Extracted records:
-----

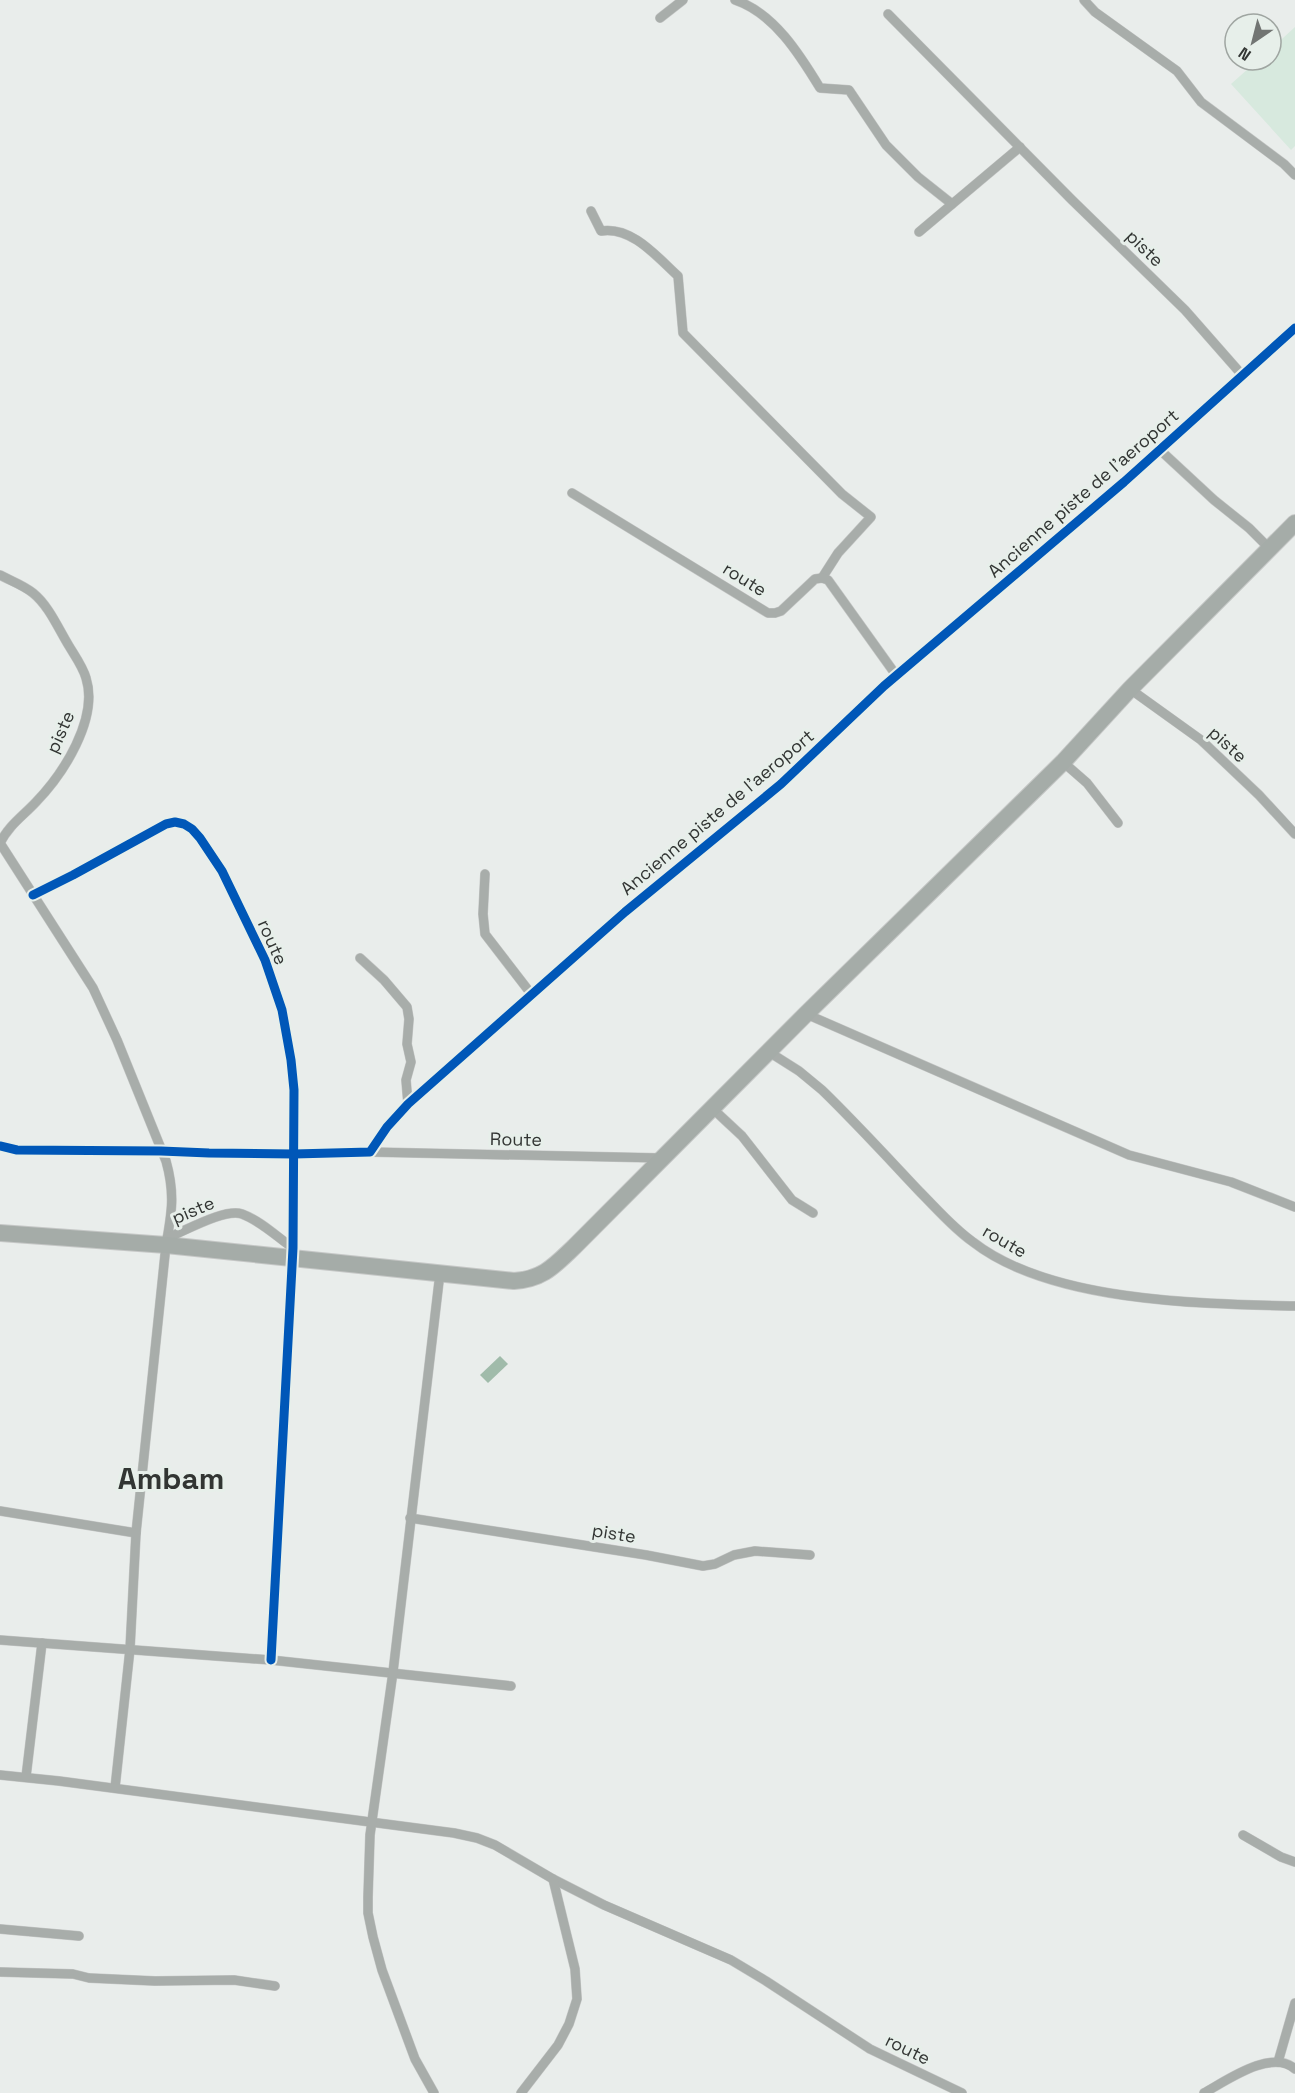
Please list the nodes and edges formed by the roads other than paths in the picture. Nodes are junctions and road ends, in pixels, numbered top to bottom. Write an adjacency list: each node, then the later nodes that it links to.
1 (683, 0): 5 (street)
2 (735, 0): 8 (street)
3 (1084, 0): 7 (street)
4 (888, 14): 6 (street, piste)
5 (660, 18)
6 (1020, 147): 8 (street); 12 (street, piste)
7 (1295, 175)
8 (952, 204): 10 (street)
9 (591, 211): 18 (street)
10 (919, 232)
11 (1295, 328): 12 (street, Ancienne piste de l'aeroport)
12 (1243, 376): 13 (street, Ancienne piste de l'aeroport)
13 (1159, 449): 16 (street); 19 (street, Ancienne piste de l'aeroport)
14 (572, 493): 18 (street, route)
15 (1295, 523): 16 (highway)
16 (1269, 548): 20 (highway)
17 (0, 575): 24 (street, piste)
18 (822, 578): 19 (street)
19 (896, 675): 28 (street, Ancienne piste de l'aeroport)
20 (1130, 689): 21 (highway); 23 (street, piste)
21 (1063, 762): 22 (street); 29 (highway)
22 (1118, 823)
23 (1295, 834)
24 (0, 843): 26 (street)
25 (485, 874): 28 (street)
26 (33, 895): 34 (street); 36 (street, route)
27 (360, 958): 31 (street)
28 (532, 995): 31 (street, Ancienne piste de l'aeroport)
29 (806, 1014): 30 (highway); 38 (street)
30 (769, 1052): 32 (highway); 44 (street, route)
31 (408, 1104): 35 (street, Ancienne piste de l'aeroport)
32 (713, 1109): 37 (highway); 39 (street)
33 (0, 1146): 34 (street)
34 (161, 1150): 36 (street); 41 (street)
35 (370, 1152): 36 (street); 37 (street, Route)
36 (294, 1154): 42 (street, route)
37 (662, 1158): 43 (highway)
38 (1295, 1207)
39 (813, 1212)
40 (0, 1233): 41 (highway)
41 (167, 1241): 42 (highway); 42 (street, piste); 47 (street)
42 (293, 1254): 43 (highway); 52 (street, route)
43 (440, 1273): 46 (street)
44 (1295, 1306)
45 (0, 1511): 47 (street)
46 (410, 1518): 48 (street, piste); 53 (street)
47 (136, 1533): 51 (street)
48 (810, 1555)
49 (0, 1640): 50 (street)
50 (42, 1643): 51 (street); 56 (street)
51 (130, 1649): 52 (street); 57 (street)
52 (271, 1660): 53 (street)
53 (393, 1672): 54 (street); 58 (street)
54 (511, 1686)
55 (0, 1775): 56 (street, route)
56 (26, 1777): 57 (street, route)
57 (115, 1788): 58 (street, route)
58 (371, 1822): 61 (street, route); 69 (street)
59 (1243, 1835): 60 (street)
60 (1295, 1862)
61 (553, 1879): 70 (street); 71 (street, route)
62 (0, 1929): 63 (street)
63 (79, 1936)
64 (0, 1972): 65 (street)
65 (275, 1986)
66 (1295, 2003): 67 (street)
67 (1278, 2062): 68 (street); 72 (street)
68 (1295, 2069)
69 (429, 2091)
70 (521, 2093)
71 (962, 2093)
72 (1204, 2093)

-----

> **PROBLEM TO SOLVE**
All the records above must be retyped exactly, except for their pictures.

> **ANSWER TO THIS PROBLEM**
Please list the nodes and edges formed by the roads other than paths in the picture. Nodes are junctions and road ends, in pixels, numbered top to bottom. Write an adjacency list: each node, then the later nodes that it links to.
1 (683, 0): 5 (street)
2 (735, 0): 8 (street)
3 (1084, 0): 7 (street)
4 (888, 14): 6 (street, piste)
5 (660, 18)
6 (1020, 147): 8 (street); 12 (street, piste)
7 (1295, 175)
8 (952, 204): 10 (street)
9 (591, 211): 18 (street)
10 (919, 232)
11 (1295, 328): 12 (street, Ancienne piste de l'aeroport)
12 (1243, 376): 13 (street, Ancienne piste de l'aeroport)
13 (1159, 449): 16 (street); 19 (street, Ancienne piste de l'aeroport)
14 (572, 493): 18 (street, route)
15 (1295, 523): 16 (highway)
16 (1269, 548): 20 (highway)
17 (0, 575): 24 (street, piste)
18 (822, 578): 19 (street)
19 (896, 675): 28 (street, Ancienne piste de l'aeroport)
20 (1130, 689): 21 (highway); 23 (street, piste)
21 (1063, 762): 22 (street); 29 (highway)
22 (1118, 823)
23 (1295, 834)
24 (0, 843): 26 (street)
25 (485, 874): 28 (street)
26 (33, 895): 34 (street); 36 (street, route)
27 (360, 958): 31 (street)
28 (532, 995): 31 (street, Ancienne piste de l'aeroport)
29 (806, 1014): 30 (highway); 38 (street)
30 (769, 1052): 32 (highway); 44 (street, route)
31 (408, 1104): 35 (street, Ancienne piste de l'aeroport)
32 (713, 1109): 37 (highway); 39 (street)
33 (0, 1146): 34 (street)
34 (161, 1150): 36 (street); 41 (street)
35 (370, 1152): 36 (street); 37 (street, Route)
36 (294, 1154): 42 (street, route)
37 (662, 1158): 43 (highway)
38 (1295, 1207)
39 (813, 1212)
40 (0, 1233): 41 (highway)
41 (167, 1241): 42 (highway); 42 (street, piste); 47 (street)
42 (293, 1254): 43 (highway); 52 (street, route)
43 (440, 1273): 46 (street)
44 (1295, 1306)
45 (0, 1511): 47 (street)
46 (410, 1518): 48 (street, piste); 53 (street)
47 (136, 1533): 51 (street)
48 (810, 1555)
49 (0, 1640): 50 (street)
50 (42, 1643): 51 (street); 56 (street)
51 (130, 1649): 52 (street); 57 (street)
52 (271, 1660): 53 (street)
53 (393, 1672): 54 (street); 58 (street)
54 (511, 1686)
55 (0, 1775): 56 (street, route)
56 (26, 1777): 57 (street, route)
57 (115, 1788): 58 (street, route)
58 (371, 1822): 61 (street, route); 69 (street)
59 (1243, 1835): 60 (street)
60 (1295, 1862)
61 (553, 1879): 70 (street); 71 (street, route)
62 (0, 1929): 63 (street)
63 (79, 1936)
64 (0, 1972): 65 (street)
65 (275, 1986)
66 (1295, 2003): 67 (street)
67 (1278, 2062): 68 (street); 72 (street)
68 (1295, 2069)
69 (429, 2091)
70 (521, 2093)
71 (962, 2093)
72 (1204, 2093)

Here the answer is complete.